# fat loss around belly



## sheen1983 (Dec 23, 2008)

hi there

i m doin exercise for about six months now

ma body shape is alright now

i have lost some weight

but the problem is some fat around ma belly

i feel my muscles under that fat

i have been doin cardio and crunches

but still worried about the fat around belly

somebody suggested use winstrol tablets for fats burning

and increase ur crunches time for the belly

i want soem more suggestions and help before starting them

pls let me know

thanx everyone


----------



## cellaratt (Jul 16, 2008)

All the cunches in the world aren't going to help at this point...The prob is in your diet and lack of cardio...Post your current diet and routine and we will see if someone can help...Welcome to the board...Cheers...


----------



## Cron391 (Jan 28, 2009)

Ya it sucks you cant spot reduce. Fast from the stomach is usually the last to be burned, which sucks even more. So you have to Totally lower you body fat through cardio and proper diet. Try running right after you get up..burn fat quickly. And if you are trying to save muscle take plenty of Glutamine.

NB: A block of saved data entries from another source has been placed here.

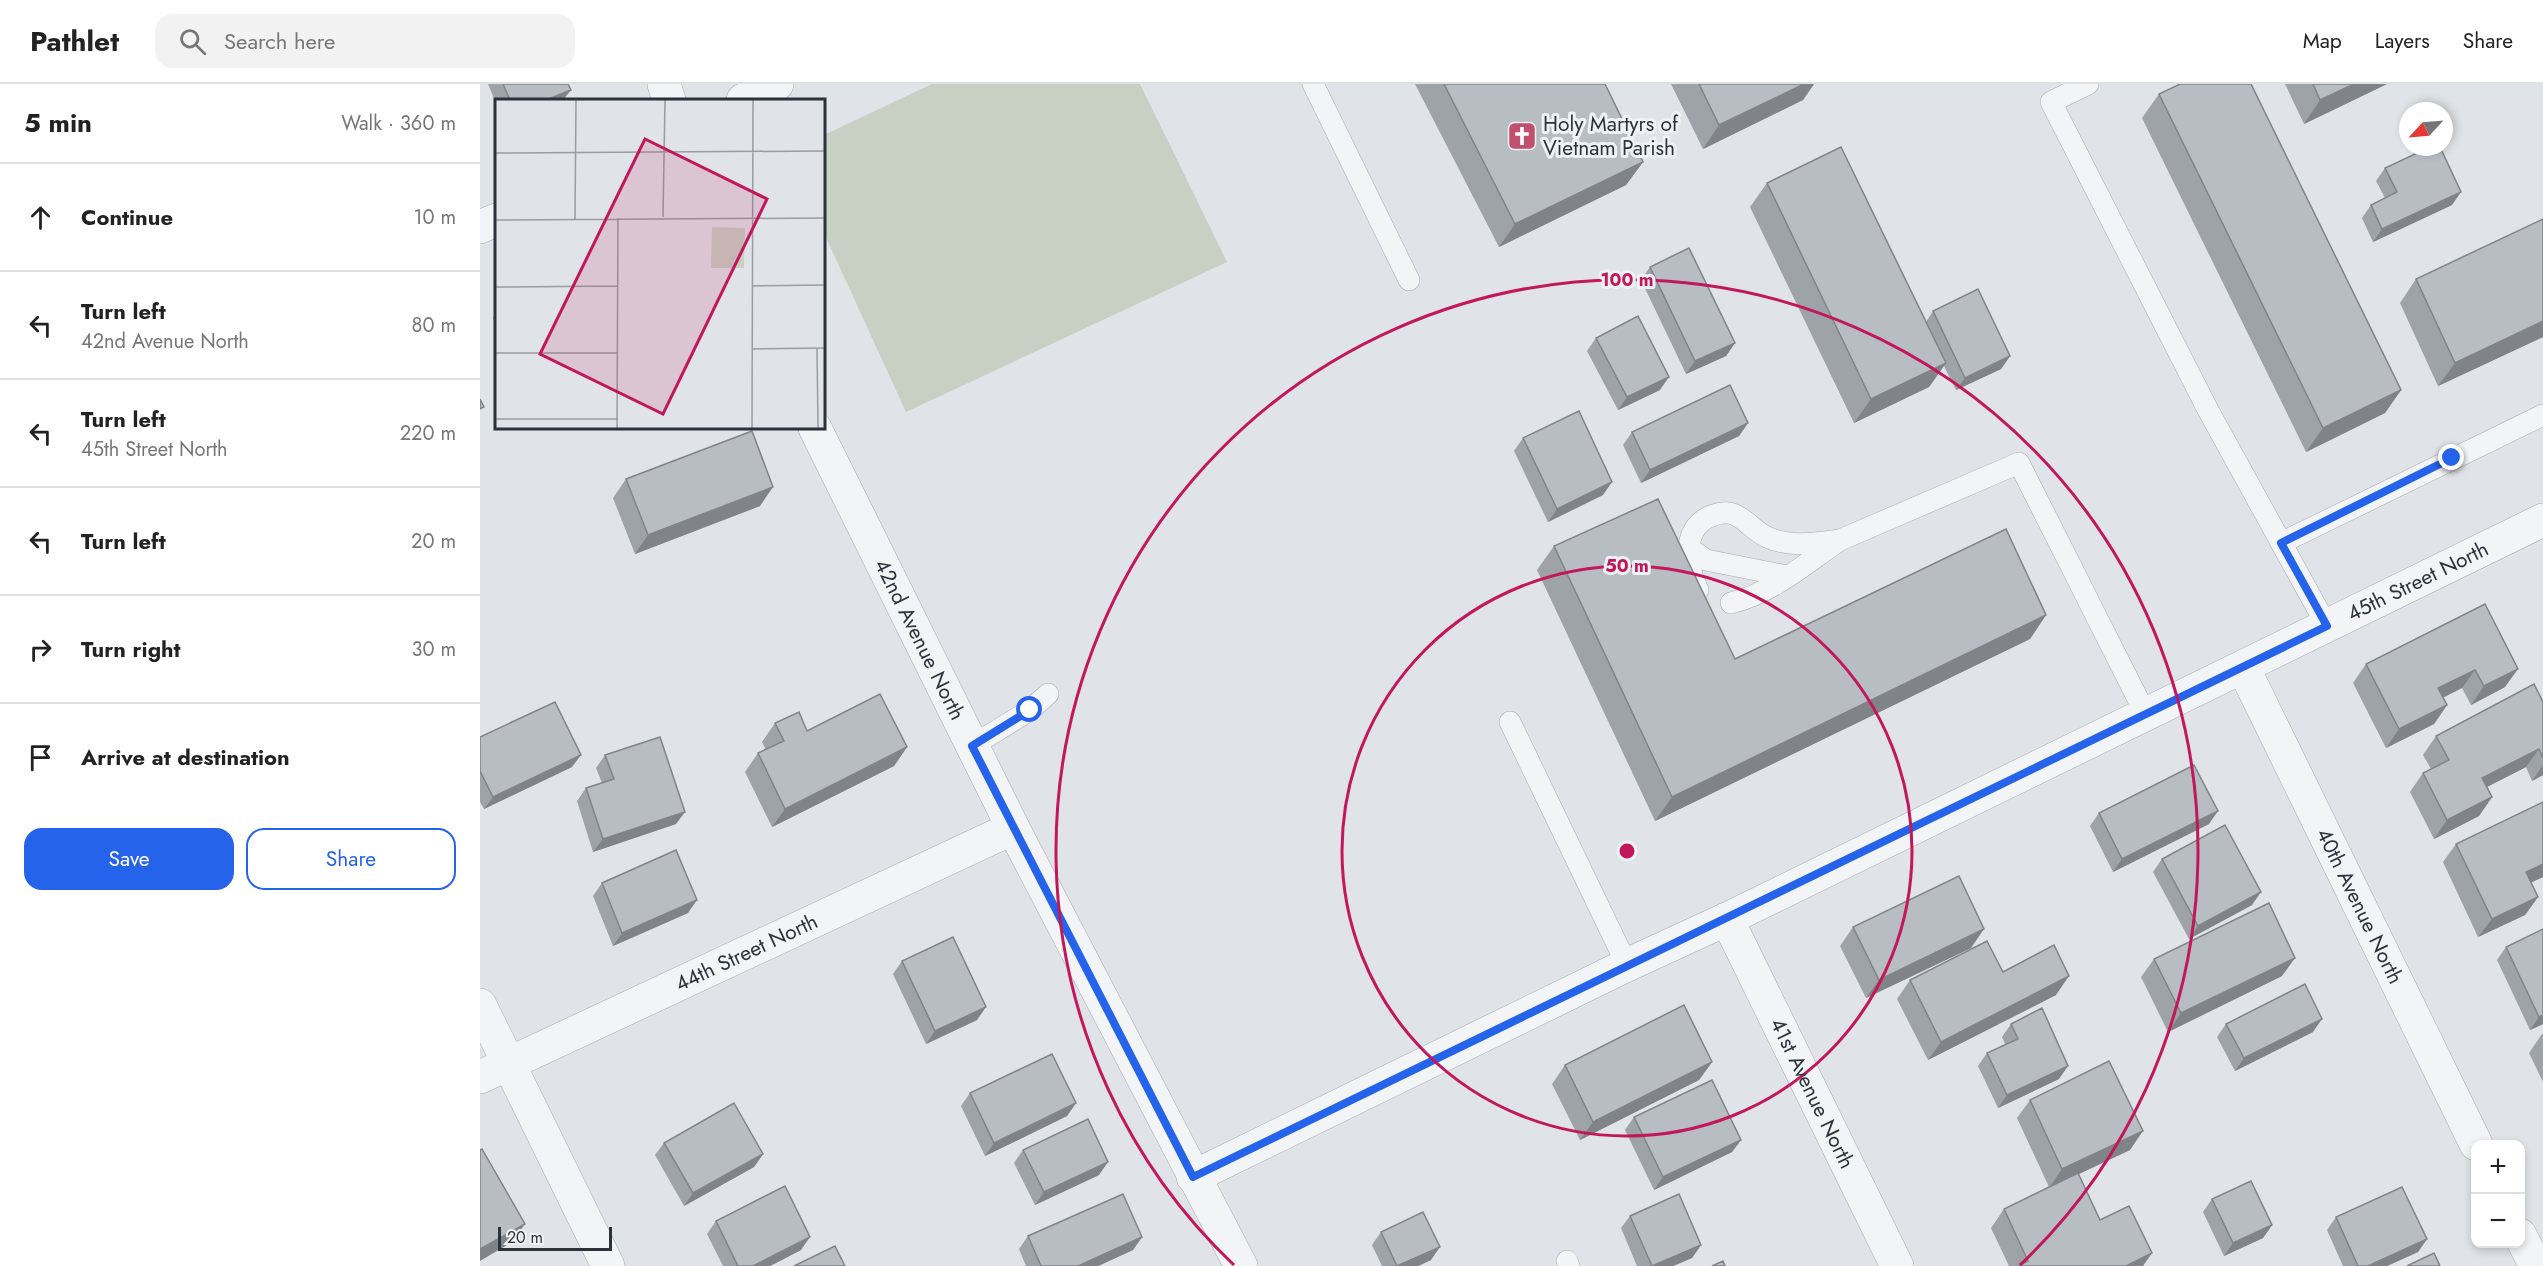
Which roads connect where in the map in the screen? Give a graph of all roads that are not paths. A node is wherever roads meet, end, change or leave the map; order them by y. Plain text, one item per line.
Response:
1 (664, 84) edge
2 (777, 84) edge
3 (1313, 84) edge
4 (2088, 84) edge
5 (669, 99) edge
6 (745, 99) edge
7 (495, 220) edge
8 (480, 228) edge
9 (1410, 280) dead end
10 (2543, 415) edge
11 (815, 429) edge
12 (2543, 520) edge
13 (1840, 540) junction
14 (2281, 543) junction
15 (1689, 548) junction
16 (1787, 576) junction
17 (1701, 596) edge
18 (1731, 603) dead end
19 (2327, 626) junction
20 (2242, 667) junction
21 (1048, 694) dead end
22 (2146, 715) junction
23 (1510, 722) dead end
24 (972, 746) junction
25 (1013, 828) junction
26 (1727, 919) junction
27 (1628, 965) junction
28 (480, 1005) edge
29 (494, 1070) edge
30 (2474, 1140) edge
31 (1193, 1177) junction
32 (2525, 1245) edge
33 (608, 1266) edge
34 (1241, 1266) edge
35 (1897, 1266) edge
36 (2536, 1266) edge

1 - 5 street
2 - 6 street
3 - 9 lane
4 - 14 lane
7 - 8 street
10 - 14 lane
11 - 24 street, 42nd Avenue North
12 - 19 street, 45th Street North
13 - 15 lane
13 - 16 lane
13 - 22 lane
14 - 19 lane
15 - 16 lane
15 - 17 lane
16 - 18 lane
19 - 20 street, 45th Street North
20 - 22 street, 45th Street North
20 - 30 street, 40th Avenue North
21 - 24 lane
22 - 26 street, 45th Street North
23 - 27 lane
24 - 25 street, 42nd Avenue North
25 - 29 street, 44th Street North
25 - 31 street, 42nd Avenue North
26 - 27 street, 45th Street North
26 - 35 street, 41st Avenue North
27 - 31 street, 45th Street North
28 - 29 street
29 - 33 street
31 - 34 street, 42nd Avenue North
32 - 36 street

Everyone is born with "abs" you just cant see them due to fat over them. Point in being the really skinny kid your high school swim team who never touched a weight in his life but has the hawt and sexy abs...along with pencil arms and the weak chest.

..abs are overrated really,


----------



## tassos81 (Mar 9, 2009)

I have the same problem (not too much though) and from all the personal trainers and doctors I have asked they all said the same thing...Crunches just make your muscles stronger, you don't loose fat. Best (if not the only) way to loose fat is cardivascular exercise together with low carbs diet!!!


----------



## fit4agirl (Mar 26, 2009)

Hi

I am so having the same problem. I dont know if being female makes a difference but i would love to know how to lose this stubborn layer of fat over my abs!! x


----------



## 3752 (Jan 7, 2005)

well women suffer from high eostrogen this has a massive effect on fat around the middle and hips, one place to start is to look at your diet making sure you have a decent amount of protein(something that is lacking in most female diets) good complex carbs and essential fats combine this with weight training and cardio(more fat loss when combined) you will drop fat


----------



## fit4agirl (Mar 26, 2009)

thank you, that is really good advice. sorry to be extremely dopey but what are complex carbs??

Thank you x


----------



## 3752 (Jan 7, 2005)

complex carbs are

Oats

Sweet spuds

Rice

Wholemeal bread

Pasta

natural and whole meal varieties are better than bleached white....


----------



## fit4agirl (Mar 26, 2009)

brilliant,

you've been a legend!!

J x


----------



## tassos81 (Mar 9, 2009)

and they are "complex carbs" because they broke down to glucose more slowly than normal carbs, hence they provide you with a steady energy throughout the day.


----------



## Hard Trainer (Apr 29, 2009)

Just a small tip.You will need to get your overall body fat % down as you can't spot reduce


----------